_WORK TO BE COMPLETED_
In the entries below, find the line with "Build a routing" and print exactly every line from there up to and including the line with "Digitize the connectivity of all", with no other lines.

_EXTRACTED DATA_
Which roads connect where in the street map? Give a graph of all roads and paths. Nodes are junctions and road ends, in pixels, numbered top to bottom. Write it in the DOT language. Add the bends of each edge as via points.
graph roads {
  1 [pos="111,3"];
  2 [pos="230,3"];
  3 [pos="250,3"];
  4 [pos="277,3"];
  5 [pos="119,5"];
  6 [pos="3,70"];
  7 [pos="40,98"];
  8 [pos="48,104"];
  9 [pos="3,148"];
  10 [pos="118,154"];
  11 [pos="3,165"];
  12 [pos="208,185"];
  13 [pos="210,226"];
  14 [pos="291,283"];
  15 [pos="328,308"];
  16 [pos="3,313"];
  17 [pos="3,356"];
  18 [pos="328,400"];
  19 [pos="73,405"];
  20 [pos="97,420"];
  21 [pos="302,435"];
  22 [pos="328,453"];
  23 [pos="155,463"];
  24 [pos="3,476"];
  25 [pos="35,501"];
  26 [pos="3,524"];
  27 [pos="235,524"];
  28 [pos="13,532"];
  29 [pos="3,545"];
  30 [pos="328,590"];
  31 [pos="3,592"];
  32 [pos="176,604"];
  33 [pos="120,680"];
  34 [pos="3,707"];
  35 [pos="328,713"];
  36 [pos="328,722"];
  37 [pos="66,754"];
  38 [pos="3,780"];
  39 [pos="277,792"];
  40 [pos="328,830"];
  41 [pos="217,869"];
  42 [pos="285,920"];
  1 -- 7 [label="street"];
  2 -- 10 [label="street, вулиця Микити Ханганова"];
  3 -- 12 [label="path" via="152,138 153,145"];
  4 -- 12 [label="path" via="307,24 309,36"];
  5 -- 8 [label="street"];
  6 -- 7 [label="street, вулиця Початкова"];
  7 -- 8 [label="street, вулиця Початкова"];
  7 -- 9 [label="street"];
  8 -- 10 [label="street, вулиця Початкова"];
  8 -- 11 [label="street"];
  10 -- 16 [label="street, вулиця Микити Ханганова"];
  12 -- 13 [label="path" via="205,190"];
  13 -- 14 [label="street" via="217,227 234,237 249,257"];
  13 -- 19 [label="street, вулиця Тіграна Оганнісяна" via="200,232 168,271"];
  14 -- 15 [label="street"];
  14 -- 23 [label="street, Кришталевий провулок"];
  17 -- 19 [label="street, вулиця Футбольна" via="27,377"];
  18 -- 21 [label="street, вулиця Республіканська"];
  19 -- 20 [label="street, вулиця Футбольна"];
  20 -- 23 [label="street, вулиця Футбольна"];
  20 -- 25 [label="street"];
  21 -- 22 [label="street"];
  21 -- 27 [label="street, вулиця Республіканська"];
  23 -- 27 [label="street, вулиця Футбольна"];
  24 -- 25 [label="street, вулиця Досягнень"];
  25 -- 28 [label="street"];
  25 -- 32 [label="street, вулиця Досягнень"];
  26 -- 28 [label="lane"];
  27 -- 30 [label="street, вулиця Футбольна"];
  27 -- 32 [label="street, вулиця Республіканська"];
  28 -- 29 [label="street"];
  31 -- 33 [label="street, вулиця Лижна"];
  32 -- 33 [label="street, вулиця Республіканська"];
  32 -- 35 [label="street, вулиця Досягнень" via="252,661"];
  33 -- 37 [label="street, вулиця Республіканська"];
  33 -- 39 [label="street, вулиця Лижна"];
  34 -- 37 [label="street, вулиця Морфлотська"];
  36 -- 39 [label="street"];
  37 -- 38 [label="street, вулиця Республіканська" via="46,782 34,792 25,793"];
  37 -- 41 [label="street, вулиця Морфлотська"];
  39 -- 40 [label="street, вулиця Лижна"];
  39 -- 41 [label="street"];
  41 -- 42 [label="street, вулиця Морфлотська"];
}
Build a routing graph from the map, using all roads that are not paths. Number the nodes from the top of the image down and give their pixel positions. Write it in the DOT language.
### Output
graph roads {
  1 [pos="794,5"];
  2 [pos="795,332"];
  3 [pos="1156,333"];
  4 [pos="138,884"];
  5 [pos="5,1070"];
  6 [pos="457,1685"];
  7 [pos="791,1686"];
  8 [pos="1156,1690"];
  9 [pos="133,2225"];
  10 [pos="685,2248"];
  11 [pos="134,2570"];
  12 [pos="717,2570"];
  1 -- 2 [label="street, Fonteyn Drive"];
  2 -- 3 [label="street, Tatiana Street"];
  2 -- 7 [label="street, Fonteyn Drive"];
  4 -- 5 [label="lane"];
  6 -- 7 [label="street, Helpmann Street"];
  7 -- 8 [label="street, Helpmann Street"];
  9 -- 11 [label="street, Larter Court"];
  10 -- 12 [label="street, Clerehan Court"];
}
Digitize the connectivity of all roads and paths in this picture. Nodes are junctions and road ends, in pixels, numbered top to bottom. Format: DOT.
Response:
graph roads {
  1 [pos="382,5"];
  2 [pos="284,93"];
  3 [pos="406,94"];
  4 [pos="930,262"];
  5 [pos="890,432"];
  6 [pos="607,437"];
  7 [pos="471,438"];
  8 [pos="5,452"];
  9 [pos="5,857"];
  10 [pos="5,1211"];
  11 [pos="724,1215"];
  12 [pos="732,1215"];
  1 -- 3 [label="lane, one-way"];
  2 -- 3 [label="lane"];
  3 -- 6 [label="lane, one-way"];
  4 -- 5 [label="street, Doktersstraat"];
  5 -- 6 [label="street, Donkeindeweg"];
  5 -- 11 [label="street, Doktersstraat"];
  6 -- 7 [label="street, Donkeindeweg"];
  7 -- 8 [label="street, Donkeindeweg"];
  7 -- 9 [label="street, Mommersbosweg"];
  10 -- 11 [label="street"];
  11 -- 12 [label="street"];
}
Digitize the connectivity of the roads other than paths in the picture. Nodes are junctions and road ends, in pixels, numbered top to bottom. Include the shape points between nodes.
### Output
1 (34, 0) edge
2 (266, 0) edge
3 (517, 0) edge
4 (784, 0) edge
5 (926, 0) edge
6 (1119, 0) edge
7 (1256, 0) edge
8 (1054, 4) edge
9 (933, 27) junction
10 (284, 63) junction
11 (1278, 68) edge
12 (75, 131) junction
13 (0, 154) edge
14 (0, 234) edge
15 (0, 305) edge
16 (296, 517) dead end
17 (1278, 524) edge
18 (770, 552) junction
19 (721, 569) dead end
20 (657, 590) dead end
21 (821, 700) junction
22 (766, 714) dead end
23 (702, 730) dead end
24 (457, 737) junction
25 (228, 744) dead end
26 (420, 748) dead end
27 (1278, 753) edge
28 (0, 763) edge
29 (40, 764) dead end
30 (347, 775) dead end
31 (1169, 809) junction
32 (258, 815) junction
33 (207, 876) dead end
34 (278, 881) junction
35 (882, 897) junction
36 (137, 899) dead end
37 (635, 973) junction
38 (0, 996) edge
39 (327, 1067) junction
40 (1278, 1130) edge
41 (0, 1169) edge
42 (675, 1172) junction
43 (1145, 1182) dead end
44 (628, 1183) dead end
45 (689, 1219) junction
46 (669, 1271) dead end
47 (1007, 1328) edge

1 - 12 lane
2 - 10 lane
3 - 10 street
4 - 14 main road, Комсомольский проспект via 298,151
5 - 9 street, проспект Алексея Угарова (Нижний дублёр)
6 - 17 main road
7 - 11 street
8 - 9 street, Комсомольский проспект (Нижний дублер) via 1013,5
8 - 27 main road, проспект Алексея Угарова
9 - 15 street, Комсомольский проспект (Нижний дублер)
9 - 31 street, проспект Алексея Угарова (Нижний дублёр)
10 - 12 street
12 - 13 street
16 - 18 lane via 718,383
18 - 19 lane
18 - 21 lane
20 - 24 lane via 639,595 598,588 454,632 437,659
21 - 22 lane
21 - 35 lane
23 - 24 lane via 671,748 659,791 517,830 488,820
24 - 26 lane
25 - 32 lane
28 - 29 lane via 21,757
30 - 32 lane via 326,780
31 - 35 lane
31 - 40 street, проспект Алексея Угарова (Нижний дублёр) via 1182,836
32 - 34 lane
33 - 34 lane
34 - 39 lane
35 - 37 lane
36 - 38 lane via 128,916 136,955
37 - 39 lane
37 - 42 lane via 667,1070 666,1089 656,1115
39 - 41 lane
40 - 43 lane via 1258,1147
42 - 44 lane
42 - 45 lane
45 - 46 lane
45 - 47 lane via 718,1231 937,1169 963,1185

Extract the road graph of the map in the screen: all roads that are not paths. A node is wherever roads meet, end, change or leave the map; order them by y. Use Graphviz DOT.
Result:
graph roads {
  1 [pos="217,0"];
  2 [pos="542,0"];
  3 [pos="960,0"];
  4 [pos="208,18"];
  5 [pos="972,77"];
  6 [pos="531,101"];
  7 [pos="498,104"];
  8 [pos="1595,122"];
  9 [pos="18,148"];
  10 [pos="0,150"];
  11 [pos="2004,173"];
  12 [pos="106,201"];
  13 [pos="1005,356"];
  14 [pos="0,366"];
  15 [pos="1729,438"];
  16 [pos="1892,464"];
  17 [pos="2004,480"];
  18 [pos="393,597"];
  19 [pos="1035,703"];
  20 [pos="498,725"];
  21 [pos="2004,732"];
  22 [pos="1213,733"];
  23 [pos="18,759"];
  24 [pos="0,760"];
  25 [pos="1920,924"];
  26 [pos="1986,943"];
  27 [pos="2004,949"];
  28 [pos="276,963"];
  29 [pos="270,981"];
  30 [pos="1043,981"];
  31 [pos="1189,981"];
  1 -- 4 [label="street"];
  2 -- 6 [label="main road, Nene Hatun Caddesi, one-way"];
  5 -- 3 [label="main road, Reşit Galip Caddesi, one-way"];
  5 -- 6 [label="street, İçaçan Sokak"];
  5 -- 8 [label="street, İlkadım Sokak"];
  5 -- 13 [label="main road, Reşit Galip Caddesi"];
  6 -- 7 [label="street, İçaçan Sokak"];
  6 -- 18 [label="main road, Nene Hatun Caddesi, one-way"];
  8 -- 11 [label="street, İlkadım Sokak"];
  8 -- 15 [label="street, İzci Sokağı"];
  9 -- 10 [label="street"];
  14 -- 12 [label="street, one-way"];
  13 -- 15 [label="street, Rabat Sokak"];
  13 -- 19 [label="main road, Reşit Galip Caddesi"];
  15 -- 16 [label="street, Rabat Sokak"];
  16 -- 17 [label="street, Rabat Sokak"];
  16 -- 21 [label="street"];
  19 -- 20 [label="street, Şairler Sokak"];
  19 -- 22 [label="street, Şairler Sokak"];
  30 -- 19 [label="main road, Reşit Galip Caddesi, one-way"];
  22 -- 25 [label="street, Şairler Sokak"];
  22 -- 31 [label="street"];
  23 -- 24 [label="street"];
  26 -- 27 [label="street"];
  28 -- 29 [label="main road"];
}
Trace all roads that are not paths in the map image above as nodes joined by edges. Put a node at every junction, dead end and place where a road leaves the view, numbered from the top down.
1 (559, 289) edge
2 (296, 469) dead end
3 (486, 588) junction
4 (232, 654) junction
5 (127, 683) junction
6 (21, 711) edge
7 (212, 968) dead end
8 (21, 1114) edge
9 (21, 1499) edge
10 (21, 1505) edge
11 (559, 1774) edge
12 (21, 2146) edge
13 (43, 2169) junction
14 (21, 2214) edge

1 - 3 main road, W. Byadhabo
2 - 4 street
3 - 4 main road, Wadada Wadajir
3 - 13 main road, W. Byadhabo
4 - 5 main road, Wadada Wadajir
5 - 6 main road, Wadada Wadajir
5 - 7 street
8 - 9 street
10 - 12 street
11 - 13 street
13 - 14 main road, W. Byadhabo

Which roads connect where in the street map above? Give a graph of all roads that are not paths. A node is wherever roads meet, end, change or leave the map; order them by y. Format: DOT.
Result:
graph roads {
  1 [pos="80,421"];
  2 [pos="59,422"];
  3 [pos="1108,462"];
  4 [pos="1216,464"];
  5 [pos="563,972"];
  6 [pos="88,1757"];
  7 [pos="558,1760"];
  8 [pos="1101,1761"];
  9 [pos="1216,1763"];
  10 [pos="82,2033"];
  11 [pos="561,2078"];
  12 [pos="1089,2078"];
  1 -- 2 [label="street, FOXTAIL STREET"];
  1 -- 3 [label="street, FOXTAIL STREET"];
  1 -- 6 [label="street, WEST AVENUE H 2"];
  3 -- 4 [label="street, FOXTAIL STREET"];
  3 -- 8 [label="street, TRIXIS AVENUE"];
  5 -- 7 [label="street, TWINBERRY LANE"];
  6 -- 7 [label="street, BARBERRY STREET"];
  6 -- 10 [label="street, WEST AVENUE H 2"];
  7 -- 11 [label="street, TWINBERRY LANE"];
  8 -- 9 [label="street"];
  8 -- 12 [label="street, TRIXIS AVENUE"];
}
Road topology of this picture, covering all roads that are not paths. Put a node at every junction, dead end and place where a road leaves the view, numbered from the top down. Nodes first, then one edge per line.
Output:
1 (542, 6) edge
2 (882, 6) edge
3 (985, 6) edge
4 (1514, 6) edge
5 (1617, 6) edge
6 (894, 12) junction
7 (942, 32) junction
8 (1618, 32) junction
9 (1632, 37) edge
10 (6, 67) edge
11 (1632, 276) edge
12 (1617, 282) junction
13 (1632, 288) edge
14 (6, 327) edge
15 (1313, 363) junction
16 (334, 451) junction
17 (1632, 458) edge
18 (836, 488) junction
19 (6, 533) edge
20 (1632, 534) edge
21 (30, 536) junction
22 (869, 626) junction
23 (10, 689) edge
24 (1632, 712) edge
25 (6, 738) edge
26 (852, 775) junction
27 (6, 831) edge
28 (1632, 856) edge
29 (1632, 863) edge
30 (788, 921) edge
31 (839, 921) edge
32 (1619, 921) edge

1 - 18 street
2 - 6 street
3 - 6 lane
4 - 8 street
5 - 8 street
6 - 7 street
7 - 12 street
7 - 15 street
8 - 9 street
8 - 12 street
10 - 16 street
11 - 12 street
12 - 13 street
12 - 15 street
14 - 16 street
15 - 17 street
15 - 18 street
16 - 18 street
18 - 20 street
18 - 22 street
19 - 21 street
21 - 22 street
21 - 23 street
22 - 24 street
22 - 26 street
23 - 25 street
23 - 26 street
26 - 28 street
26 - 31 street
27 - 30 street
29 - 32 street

_OUTPUT OF THE EXERCISE_
Build a routing graph from the map, using all roads that are not paths. Number the nodes from the top of the image down and give their pixel positions. Write it in the DOT language.
### Output
graph roads {
  1 [pos="794,5"];
  2 [pos="795,332"];
  3 [pos="1156,333"];
  4 [pos="138,884"];
  5 [pos="5,1070"];
  6 [pos="457,1685"];
  7 [pos="791,1686"];
  8 [pos="1156,1690"];
  9 [pos="133,2225"];
  10 [pos="685,2248"];
  11 [pos="134,2570"];
  12 [pos="717,2570"];
  1 -- 2 [label="street, Fonteyn Drive"];
  2 -- 3 [label="street, Tatiana Street"];
  2 -- 7 [label="street, Fonteyn Drive"];
  4 -- 5 [label="lane"];
  6 -- 7 [label="street, Helpmann Street"];
  7 -- 8 [label="street, Helpmann Street"];
  9 -- 11 [label="street, Larter Court"];
  10 -- 12 [label="street, Clerehan Court"];
}
Digitize the connectivity of all roads and paths in this picture. Nodes are junctions and road ends, in pixels, numbered top to bottom. Format: DOT.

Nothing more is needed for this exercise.